As the Federal Reserve joins the European Central Bank (ECB) and Bank of Japan in rolling out new stimulus measures, global central banks are making their marks on the investment outlook for the remainder of 2019.
The universe of negative-yielding sovereign bonds has grown to approximately US$13 trillion, according to Bloomberg.1 However, this phenomenon is not limited to government debt. Bloomberg also reported that nearly a quarter of investment grade credit is now negative-yielding as well.1
I expect slower growth globally, especially given that I don’t see an end to the trade wars. At the same time, I expect greater volatility, the result of rising geopolitical risks.
However, I believe significant central bank accommodation should not only keep the U.S. and other major economies from going into recession, but should cause, in general, risk assets globally to outperform non-risk assets.
We also must recognize the continued need to find diversified sources of income in this persistently low-rate environment.

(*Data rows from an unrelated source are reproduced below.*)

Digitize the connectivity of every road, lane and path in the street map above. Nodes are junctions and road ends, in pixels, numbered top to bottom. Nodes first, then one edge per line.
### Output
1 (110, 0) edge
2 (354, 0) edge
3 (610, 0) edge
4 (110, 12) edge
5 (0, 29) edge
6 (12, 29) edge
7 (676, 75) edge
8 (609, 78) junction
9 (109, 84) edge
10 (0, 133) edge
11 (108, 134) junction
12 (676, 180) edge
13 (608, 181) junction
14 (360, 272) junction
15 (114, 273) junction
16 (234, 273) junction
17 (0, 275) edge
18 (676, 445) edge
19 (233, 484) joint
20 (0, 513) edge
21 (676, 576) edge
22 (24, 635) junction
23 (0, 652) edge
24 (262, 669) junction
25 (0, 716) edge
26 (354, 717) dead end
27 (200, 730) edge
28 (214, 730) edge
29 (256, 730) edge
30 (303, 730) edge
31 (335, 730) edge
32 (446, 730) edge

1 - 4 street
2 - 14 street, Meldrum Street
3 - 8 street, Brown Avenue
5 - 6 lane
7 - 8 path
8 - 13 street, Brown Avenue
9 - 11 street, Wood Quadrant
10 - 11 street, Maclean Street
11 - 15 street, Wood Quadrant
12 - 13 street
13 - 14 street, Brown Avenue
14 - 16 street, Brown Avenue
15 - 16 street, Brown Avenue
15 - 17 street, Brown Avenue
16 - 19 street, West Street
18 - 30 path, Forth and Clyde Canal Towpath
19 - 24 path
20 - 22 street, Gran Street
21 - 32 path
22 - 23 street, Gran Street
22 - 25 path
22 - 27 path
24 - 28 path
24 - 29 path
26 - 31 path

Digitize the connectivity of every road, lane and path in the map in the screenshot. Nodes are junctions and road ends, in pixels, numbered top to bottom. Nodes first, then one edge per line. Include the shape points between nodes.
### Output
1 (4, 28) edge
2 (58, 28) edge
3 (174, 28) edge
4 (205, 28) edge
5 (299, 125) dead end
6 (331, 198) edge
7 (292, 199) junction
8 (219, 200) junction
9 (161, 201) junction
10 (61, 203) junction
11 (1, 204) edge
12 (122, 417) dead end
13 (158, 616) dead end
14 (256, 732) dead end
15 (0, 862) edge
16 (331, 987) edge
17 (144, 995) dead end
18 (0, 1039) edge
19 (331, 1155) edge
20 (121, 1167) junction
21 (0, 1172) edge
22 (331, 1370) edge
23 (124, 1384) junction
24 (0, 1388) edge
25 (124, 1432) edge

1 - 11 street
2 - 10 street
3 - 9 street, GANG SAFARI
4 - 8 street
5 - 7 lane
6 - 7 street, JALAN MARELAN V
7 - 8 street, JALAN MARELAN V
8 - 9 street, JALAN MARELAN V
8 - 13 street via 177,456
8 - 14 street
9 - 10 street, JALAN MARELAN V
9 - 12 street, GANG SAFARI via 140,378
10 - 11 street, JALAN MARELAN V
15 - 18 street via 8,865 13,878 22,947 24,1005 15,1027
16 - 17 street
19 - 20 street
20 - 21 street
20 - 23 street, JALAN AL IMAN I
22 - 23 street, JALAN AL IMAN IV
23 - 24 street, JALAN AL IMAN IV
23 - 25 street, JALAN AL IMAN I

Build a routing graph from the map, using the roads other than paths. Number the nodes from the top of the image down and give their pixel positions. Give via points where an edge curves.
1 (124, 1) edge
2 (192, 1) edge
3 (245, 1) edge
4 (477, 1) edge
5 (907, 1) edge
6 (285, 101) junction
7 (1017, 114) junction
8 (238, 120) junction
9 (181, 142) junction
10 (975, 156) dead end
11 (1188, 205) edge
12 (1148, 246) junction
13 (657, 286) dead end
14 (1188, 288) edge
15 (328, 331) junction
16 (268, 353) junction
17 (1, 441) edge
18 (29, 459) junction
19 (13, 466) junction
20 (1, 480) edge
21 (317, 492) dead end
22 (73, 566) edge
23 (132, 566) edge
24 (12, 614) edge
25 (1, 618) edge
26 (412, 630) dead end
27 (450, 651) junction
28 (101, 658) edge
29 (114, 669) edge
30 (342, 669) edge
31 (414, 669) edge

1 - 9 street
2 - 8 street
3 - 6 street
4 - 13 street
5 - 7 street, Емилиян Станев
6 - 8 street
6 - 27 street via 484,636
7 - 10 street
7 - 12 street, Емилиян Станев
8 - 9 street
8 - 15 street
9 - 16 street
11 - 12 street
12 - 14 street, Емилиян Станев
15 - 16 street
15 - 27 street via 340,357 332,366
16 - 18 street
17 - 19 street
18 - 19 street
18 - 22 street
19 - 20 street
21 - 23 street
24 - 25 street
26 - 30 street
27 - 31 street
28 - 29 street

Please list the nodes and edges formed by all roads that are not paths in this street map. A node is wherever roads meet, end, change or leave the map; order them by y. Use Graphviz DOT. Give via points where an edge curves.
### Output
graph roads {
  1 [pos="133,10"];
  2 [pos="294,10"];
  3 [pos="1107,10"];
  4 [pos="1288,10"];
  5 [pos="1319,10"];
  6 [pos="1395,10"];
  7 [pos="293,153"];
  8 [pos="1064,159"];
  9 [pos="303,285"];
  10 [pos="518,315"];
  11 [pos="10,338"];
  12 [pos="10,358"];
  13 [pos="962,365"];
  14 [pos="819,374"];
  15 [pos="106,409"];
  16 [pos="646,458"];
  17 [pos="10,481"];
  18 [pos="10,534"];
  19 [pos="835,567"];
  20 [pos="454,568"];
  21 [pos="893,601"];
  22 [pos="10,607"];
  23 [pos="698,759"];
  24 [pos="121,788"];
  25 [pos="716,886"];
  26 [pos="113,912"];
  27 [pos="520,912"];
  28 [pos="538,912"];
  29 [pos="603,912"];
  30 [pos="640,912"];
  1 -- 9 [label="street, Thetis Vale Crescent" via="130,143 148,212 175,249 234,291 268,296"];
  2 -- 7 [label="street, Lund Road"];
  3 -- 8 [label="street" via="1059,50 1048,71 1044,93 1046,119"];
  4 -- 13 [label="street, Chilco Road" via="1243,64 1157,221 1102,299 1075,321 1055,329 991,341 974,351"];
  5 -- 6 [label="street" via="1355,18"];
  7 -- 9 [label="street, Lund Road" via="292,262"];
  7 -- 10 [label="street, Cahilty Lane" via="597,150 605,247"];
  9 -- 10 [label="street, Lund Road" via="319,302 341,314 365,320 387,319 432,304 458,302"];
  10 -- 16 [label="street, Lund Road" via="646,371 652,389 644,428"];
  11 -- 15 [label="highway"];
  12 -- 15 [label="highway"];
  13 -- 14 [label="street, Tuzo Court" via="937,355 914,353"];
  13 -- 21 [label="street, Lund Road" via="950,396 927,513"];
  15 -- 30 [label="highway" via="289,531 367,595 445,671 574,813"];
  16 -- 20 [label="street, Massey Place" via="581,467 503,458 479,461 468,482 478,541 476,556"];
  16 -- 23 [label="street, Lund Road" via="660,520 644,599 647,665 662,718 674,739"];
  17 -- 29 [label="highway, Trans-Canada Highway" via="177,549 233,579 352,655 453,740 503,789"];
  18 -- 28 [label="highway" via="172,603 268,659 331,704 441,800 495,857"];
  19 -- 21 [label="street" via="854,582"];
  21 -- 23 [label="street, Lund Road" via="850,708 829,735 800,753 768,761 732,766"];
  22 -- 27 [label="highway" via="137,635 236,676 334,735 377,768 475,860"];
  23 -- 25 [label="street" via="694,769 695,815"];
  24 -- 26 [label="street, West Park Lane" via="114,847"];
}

The following is my second-half outlook for each region, developed with my colleagues in Invesco’s Global Market Strategy Office:
We expect the economy to decelerate but only modestly in the back half of this year, as a global slowdown, exacerbated by trade tensions, weighs on the Canadian economy. The labour market remains solid and we believe the Bank of Canada stands ready to act if conditions deteriorate significantly enough, which should help to counter the headwinds facing the economy.
We expect the economy to decelerate very modestly in the back half of this year, supported by Fed accommodation, which should benefit U.S. equities. Although business sentiment has weakened, negatively impacting business investment, the consumer remains very strong, helped by robust labour market conditions.
We expect a continued, modest deceleration in the eurozone economy in the next few months although we expect further accommodation from the ECB. In this low-rate environment, we believe exposure to eurozone investment grade and high yield credit makes sense. In addition, eurozone real estate looks most attractive, in our view, given its yield generation and diversification qualities.
We are also cautious on U.K. equities in the near term, given so much uncertainty and the increasing likelihood of a “no deal” Brexit. In addition, the Bank of England does not appear ready to provide more accommodation.
We expect modest improvement for the economy. With valuations attractive for Japanese equities, and the Bank of Japan looking for ways to provide more accommodation, we are slightly positive on Japanese equities.
In this environment, we are positive on emerging markets. In general, emerging markets (EM) economies are likely to benefit from more Fed accommodation, especially the end of balance sheet normalization. However, we recognize some emerging economies could be negatively impacted if the trade war worsens and the economic slowdown accelerates. Therefore, we are positive on EM equities, but we believe investors need to be selective as some EM markets may not fare well given growing geopolitical risks. In terms of China, we expect its economy to maintain growth at the 6% – 6.5% level. That’s because we believe the government has been effective in providing stimulus to its economy. We recognize that Chinese monetary growth has been lackluster despite this level of stimulus. However, looking at metrics such as loan growth and rail freight suggests growth is solid. In addition, we are also seeing more flows into Chinese equities because of greater inclusion in some MSCI indexes.
In this environment, we believe the bias is towards risk asset outperformance. However, we recognize the dangers that trade wars pose, especially to a global economy that is already slowing.
This is an environment that necessitates both broad diversification at the asset class level and selectivity at the security level. Given that rates will be lower for longer, we believe investors should consider a greater allocation to a variety of fixed income sub-asset classes, including some further out on the risk spectrum, including investment grade credit, municipals and other higher-yield fixed income asset classes, as well as dividend-paying stocks.
We are following recession indicators closely, recognizing the potential need to make tactical shifts in portfolios with shorter-term time horizons if compelling signs of a recession appear. Looking ahead, we will be vigilant in terms of watching for signs that the slowdown turns into a recession. However, at this juncture, we expect the economic expansion to continue – albeit more slowly.